Stored entries
▶
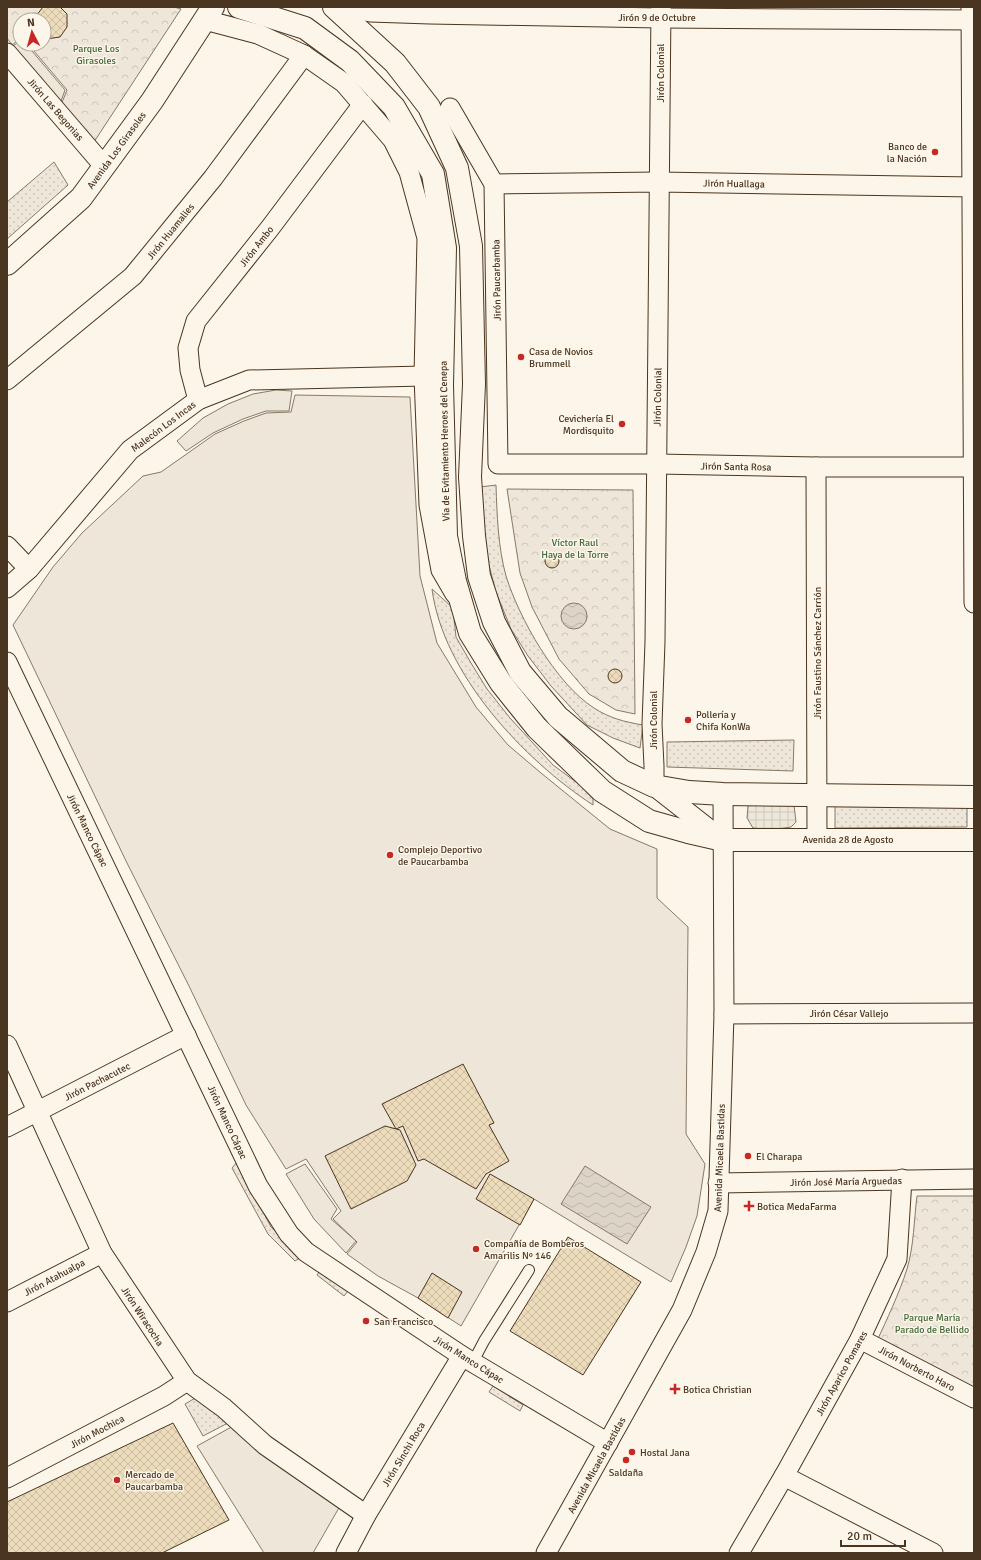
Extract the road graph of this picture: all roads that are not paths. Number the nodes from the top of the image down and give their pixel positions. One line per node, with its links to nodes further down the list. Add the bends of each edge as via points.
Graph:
1 (239, 7): 27 (main road, Vía de Evitamiento Heroes del Cenepa, via 305,28 350,61 394,107 433,174 445,248 442,385 446,536)
2 (334, 7): 29 (main road, via 395,63 429,107 457,168 471,246 474,384 470,477 474,536 479,576 494,622 520,672 558,718 622,772)
3 (340, 7): 4 (street, Jirón 9 de Octubre, via 387,13)
4 (660, 12): 6 (street, Jirón 9 de Octubre); 12 (street, Jirón Colonial)
5 (209, 13): 8 (street); 11 (main road, Avenida Los Girasoles, via 152,101)
6 (972, 15): 14 (street)
7 (7, 53): 11 (street, Jirón Las Begonias)
8 (304, 55): 9 (street, via 344,83); 17 (street, Jirón Huamalies, via 213,178 133,276)
9 (363, 104): 16 (street, via 393,140 410,172 427,238); 18 (street, Jirón Ambo, via 196,321 188,348 190,370)
10 (450, 108): 13 (street, Jirón Paucarbamba)
11 (104, 166): 15 (main road, Avenida Los Girasoles, via 81,198)
12 (659, 182): 13 (street, Jirón Huallaga); 14 (street, Jirón Huallaga); 20 (street, Jirón Colonial)
13 (494, 184): 19 (street, Jirón Paucarbamba)
14 (972, 187): 22 (street)
15 (7, 264)
16 (424, 376): 18 (street, Malecón Los Incas, via 249,380); 27 (street, via 429,505 441,570)
17 (7, 380)
18 (198, 400): 24 (street, Malecón Los Incas, via 130,450)
19 (498, 464): 20 (street, Jirón Santa Rosa)
20 (657, 464): 21 (street, Jirón Santa Rosa); 29 (street, Jirón Colonial, via 652,724)
21 (816, 467): 22 (street, Jirón Santa Rosa); 31 (street, Jirón Faustino Sánchez Carrión)
22 (974, 467): 26 (street)
23 (7, 546): 24 (street)
24 (29, 569): 25 (street, Malecón Los Incas)
25 (7, 588)
26 (974, 603)
27 (462, 604): 34 (main road, Vía de Evitamiento Heroes del Cenepa, via 470,633 501,683 537,728 602,791 649,821)
28 (7, 662): 38 (street, Jirón Manco Cápac)
29 (654, 786): 30 (main road); 34 (street)
30 (724, 794): 31 (main road); 34 (street, Avenida Micaela Bastidas)
31 (817, 796): 32 (main road); 33 (street, Jirón Faustino Sánchez Carrión)
32 (974, 797)
33 (817, 839): 34 (main road, Avenida 28 de Agosto); 35 (main road, Avenida 28 de Agosto)
34 (723, 840): 37 (street, Avenida Micaela Bastidas)
35 (974, 840)
36 (974, 1013): 37 (street, Jirón César Vallejo)
37 (724, 1014): 44 (street, Avenida Micaela Bastidas)
38 (186, 1035): 40 (street, Jirón Pachacutec); 49 (street, Jirón Manco Cápac, via 258,1186 289,1234 306,1252)
39 (7, 1045): 40 (street, Jirón Wiracocha)
40 (38, 1112): 41 (street, Jirón Pachacutec); 45 (street, Jirón Wiracocha)
41 (7, 1127)
42 (902, 1180): 43 (street, Jirón José María Arguedas); 44 (street, Jirón José María Arguedas); 48 (street, Jirón Aparico Pomares, via 897,1260)
43 (974, 1180)
44 (718, 1183): 52 (street, Avenida Micaela Bastidas, via 718,1211 706,1252 685,1303)
45 (102, 1253): 47 (street, Jirón Atahualpa); 50 (street, Jirón Wiracocha)
46 (529, 1270): 49 (lane, via 484,1341)
47 (7, 1302)
48 (860, 1339): 51 (street, Jirón Norberto Haro); 53 (street, Jirón Aparico Pomares)
49 (467, 1359): 52 (street, Jirón Manco Cápac); 55 (street, Jirón Sinchi Roca)
50 (187, 1381): 54 (street, Jirón Mochica, via 164,1396); 55 (street, Jirón Wiracocha, via 224,1408 265,1445)
51 (974, 1398)
52 (608, 1443): 57 (street, Avenida Micaela Bastidas)
53 (784, 1476): 58 (street, Jirón Aparico Pomares); 59 (street)
54 (7, 1478)
55 (366, 1515): 56 (street, Jirón Sinchi Roca)
56 (346, 1553)
57 (546, 1553)
58 (739, 1553)
59 (933, 1553)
◀
** TASK STATEMENT **
Set down all the lines above exactly as they appear, with no pictures.

** YOUR RESPONSE **
Extract the road graph of this picture: all roads that are not paths. Number the nodes from the top of the image down and give their pixel positions. One line per node, with its links to nodes further down the list. Add the bends of each edge as via points.
Graph:
1 (239, 7): 27 (main road, Vía de Evitamiento Heroes del Cenepa, via 305,28 350,61 394,107 433,174 445,248 442,385 446,536)
2 (334, 7): 29 (main road, via 395,63 429,107 457,168 471,246 474,384 470,477 474,536 479,576 494,622 520,672 558,718 622,772)
3 (340, 7): 4 (street, Jirón 9 de Octubre, via 387,13)
4 (660, 12): 6 (street, Jirón 9 de Octubre); 12 (street, Jirón Colonial)
5 (209, 13): 8 (street); 11 (main road, Avenida Los Girasoles, via 152,101)
6 (972, 15): 14 (street)
7 (7, 53): 11 (street, Jirón Las Begonias)
8 (304, 55): 9 (street, via 344,83); 17 (street, Jirón Huamalies, via 213,178 133,276)
9 (363, 104): 16 (street, via 393,140 410,172 427,238); 18 (street, Jirón Ambo, via 196,321 188,348 190,370)
10 (450, 108): 13 (street, Jirón Paucarbamba)
11 (104, 166): 15 (main road, Avenida Los Girasoles, via 81,198)
12 (659, 182): 13 (street, Jirón Huallaga); 14 (street, Jirón Huallaga); 20 (street, Jirón Colonial)
13 (494, 184): 19 (street, Jirón Paucarbamba)
14 (972, 187): 22 (street)
15 (7, 264)
16 (424, 376): 18 (street, Malecón Los Incas, via 249,380); 27 (street, via 429,505 441,570)
17 (7, 380)
18 (198, 400): 24 (street, Malecón Los Incas, via 130,450)
19 (498, 464): 20 (street, Jirón Santa Rosa)
20 (657, 464): 21 (street, Jirón Santa Rosa); 29 (street, Jirón Colonial, via 652,724)
21 (816, 467): 22 (street, Jirón Santa Rosa); 31 (street, Jirón Faustino Sánchez Carrión)
22 (974, 467): 26 (street)
23 (7, 546): 24 (street)
24 (29, 569): 25 (street, Malecón Los Incas)
25 (7, 588)
26 (974, 603)
27 (462, 604): 34 (main road, Vía de Evitamiento Heroes del Cenepa, via 470,633 501,683 537,728 602,791 649,821)
28 (7, 662): 38 (street, Jirón Manco Cápac)
29 (654, 786): 30 (main road); 34 (street)
30 (724, 794): 31 (main road); 34 (street, Avenida Micaela Bastidas)
31 (817, 796): 32 (main road); 33 (street, Jirón Faustino Sánchez Carrión)
32 (974, 797)
33 (817, 839): 34 (main road, Avenida 28 de Agosto); 35 (main road, Avenida 28 de Agosto)
34 (723, 840): 37 (street, Avenida Micaela Bastidas)
35 (974, 840)
36 (974, 1013): 37 (street, Jirón César Vallejo)
37 (724, 1014): 44 (street, Avenida Micaela Bastidas)
38 (186, 1035): 40 (street, Jirón Pachacutec); 49 (street, Jirón Manco Cápac, via 258,1186 289,1234 306,1252)
39 (7, 1045): 40 (street, Jirón Wiracocha)
40 (38, 1112): 41 (street, Jirón Pachacutec); 45 (street, Jirón Wiracocha)
41 (7, 1127)
42 (902, 1180): 43 (street, Jirón José María Arguedas); 44 (street, Jirón José María Arguedas); 48 (street, Jirón Aparico Pomares, via 897,1260)
43 (974, 1180)
44 (718, 1183): 52 (street, Avenida Micaela Bastidas, via 718,1211 706,1252 685,1303)
45 (102, 1253): 47 (street, Jirón Atahualpa); 50 (street, Jirón Wiracocha)
46 (529, 1270): 49 (lane, via 484,1341)
47 (7, 1302)
48 (860, 1339): 51 (street, Jirón Norberto Haro); 53 (street, Jirón Aparico Pomares)
49 (467, 1359): 52 (street, Jirón Manco Cápac); 55 (street, Jirón Sinchi Roca)
50 (187, 1381): 54 (street, Jirón Mochica, via 164,1396); 55 (street, Jirón Wiracocha, via 224,1408 265,1445)
51 (974, 1398)
52 (608, 1443): 57 (street, Avenida Micaela Bastidas)
53 (784, 1476): 58 (street, Jirón Aparico Pomares); 59 (street)
54 (7, 1478)
55 (366, 1515): 56 (street, Jirón Sinchi Roca)
56 (346, 1553)
57 (546, 1553)
58 (739, 1553)
59 (933, 1553)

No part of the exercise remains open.